The variables usually have strong correlations, the model have strong collinearity.
And I use the projection predictive variable selection. the result is
The suggest size is 3 !
So I think the result is not true. But I can’t find the problem
The horseshoe prior I haven’t tried it , and If I have the results I will tell you!
very thanks~
Just some food for thought based on my experience with the projpred() package. It’s a fantastic feature selection tool, although you may want to play around with the HS prior, as it can pretty aggressively regularize your estimates. This is generally a feature, not a bug, but it may be why it doesn’t match your intuitions on your expected outcome (although I would default to trusting it, as sometimes the regular features of our data aren’t what we expected, and we are fooled by sparsity and irregularities). Typically, the number of rows/features won’t be a problem in a properly posed model run in Stan, other than possibly providing estimates with more uncertainty than you may expect to see. Do you have any more info on why you believe the answer you’re getting is ‘wrong’ or why the results aren’t true?
Thanks for your reply!
I agree with your suggestions. I will make some comparison with other models!

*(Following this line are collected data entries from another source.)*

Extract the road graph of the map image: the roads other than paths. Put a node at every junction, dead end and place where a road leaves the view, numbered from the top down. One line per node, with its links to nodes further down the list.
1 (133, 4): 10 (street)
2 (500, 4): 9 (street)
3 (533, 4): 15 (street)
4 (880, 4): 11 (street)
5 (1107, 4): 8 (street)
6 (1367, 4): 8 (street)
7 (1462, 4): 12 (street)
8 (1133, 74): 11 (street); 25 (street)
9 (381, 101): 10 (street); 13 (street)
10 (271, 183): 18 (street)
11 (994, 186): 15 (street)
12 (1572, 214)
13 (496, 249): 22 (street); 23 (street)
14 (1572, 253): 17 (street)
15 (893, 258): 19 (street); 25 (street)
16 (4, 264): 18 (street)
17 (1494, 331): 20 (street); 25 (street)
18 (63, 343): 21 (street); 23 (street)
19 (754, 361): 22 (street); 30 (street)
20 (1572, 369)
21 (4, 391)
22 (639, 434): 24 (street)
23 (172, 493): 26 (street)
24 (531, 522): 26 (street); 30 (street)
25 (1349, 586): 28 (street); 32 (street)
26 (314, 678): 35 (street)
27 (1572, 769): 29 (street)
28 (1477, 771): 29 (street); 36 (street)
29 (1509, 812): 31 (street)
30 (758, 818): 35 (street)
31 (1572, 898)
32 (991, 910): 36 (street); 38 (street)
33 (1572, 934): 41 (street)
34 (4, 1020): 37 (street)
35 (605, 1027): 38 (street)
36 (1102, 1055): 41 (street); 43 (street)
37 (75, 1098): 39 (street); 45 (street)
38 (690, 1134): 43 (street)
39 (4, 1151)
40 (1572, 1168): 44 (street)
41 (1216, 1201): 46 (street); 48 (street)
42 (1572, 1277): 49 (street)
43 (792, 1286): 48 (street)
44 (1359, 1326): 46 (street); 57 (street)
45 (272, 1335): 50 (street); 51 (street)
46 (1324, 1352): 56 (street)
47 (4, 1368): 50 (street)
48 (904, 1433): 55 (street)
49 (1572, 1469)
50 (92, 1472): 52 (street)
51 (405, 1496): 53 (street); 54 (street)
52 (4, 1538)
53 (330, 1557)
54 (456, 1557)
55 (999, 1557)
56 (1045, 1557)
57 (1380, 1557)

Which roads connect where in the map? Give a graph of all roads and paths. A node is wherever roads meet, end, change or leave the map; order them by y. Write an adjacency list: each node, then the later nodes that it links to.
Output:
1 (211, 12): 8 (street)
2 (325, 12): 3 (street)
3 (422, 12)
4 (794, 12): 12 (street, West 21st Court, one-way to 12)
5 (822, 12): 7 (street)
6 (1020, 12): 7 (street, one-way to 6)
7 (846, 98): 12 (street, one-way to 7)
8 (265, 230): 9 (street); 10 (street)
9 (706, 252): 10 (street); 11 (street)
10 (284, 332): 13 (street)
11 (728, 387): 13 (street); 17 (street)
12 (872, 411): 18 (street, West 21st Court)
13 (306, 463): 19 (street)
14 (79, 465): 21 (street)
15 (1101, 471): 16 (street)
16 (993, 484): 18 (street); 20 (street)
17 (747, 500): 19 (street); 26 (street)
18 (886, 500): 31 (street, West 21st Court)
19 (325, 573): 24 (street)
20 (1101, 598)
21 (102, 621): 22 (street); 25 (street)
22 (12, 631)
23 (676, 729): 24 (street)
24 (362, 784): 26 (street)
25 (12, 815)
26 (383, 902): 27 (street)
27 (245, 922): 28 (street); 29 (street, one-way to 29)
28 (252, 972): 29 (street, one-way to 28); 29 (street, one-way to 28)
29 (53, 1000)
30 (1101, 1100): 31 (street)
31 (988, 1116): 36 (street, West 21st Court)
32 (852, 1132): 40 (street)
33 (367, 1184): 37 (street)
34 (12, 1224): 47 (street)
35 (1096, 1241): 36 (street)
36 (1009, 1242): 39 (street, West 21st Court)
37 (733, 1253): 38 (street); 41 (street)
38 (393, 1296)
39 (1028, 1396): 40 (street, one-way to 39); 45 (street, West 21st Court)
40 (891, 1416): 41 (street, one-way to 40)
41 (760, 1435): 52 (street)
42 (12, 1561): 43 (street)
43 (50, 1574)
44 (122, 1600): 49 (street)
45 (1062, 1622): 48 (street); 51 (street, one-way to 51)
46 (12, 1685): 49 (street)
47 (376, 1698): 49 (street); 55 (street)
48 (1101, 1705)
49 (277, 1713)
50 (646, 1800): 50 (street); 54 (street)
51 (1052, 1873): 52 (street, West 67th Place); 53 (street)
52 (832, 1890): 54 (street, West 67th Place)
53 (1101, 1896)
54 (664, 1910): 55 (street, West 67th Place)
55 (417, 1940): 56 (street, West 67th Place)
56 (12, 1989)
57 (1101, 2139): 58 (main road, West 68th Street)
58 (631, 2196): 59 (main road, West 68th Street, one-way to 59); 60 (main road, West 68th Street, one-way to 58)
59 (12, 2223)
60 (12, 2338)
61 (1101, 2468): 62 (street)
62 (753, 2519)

And When I use the cv_varsel function and set validate_search=TRUE, it will take a long time to have a result.
I want to know if I set the validate_search=FALSE can I believe the results?
No problem! My experience with Stan, and Bayesian modelling in general, is that if you have the time, it’s always worth doing the ‘full’ option versus any approximation, whether that be an mcmc vs. a variational approximation, or in this case, for cross validation. On the package homepage, they provide the following.
There are two functions for performing the variable selection: varsel() and cv_varsel() . In contrast tovarsel() , cv_varsel() performs a cross-validation (CV) by running the search part with the training data of each CV fold separately (an exception is validate_search = FALSE , see ?cv_varsel and below) and running the evaluation part on the corresponding test set of each CV fold. Because of this CV, cv_varsel() is recommended over varsel() . Thus, we use cv_varsel() here. Nonetheless, running varsel() first can offer a rough idea of the performance of the submodels (after projecting the reference model onto them). A more principled projpred workflow is work under progress.
I think this is pretty solid advice to follow. If you’re just testing out several different model formations, the varsel() option is fine, but for any sort of downstream analysis or ‘final’ analysis, the cv_varsel is worth the wait to get the proper cross validation.
Warning message:
In suggest_size.vsel(cvvs2) :
Could not suggest submodel size. Investigate plot.vsel() to identify if the search was terminated too early. If this is the case, run variable selection with larger value for `nterms_max`.
I think you need to look at your model a bit more carefully - this suggests that there is no optimal number of features, that nothing actually beats a model with no variables; there is no predictive power out-of-bag whatsoever. I think you may want to start with a smaller model, and possibly without your sample data - simulations can really help uncover modelling problems.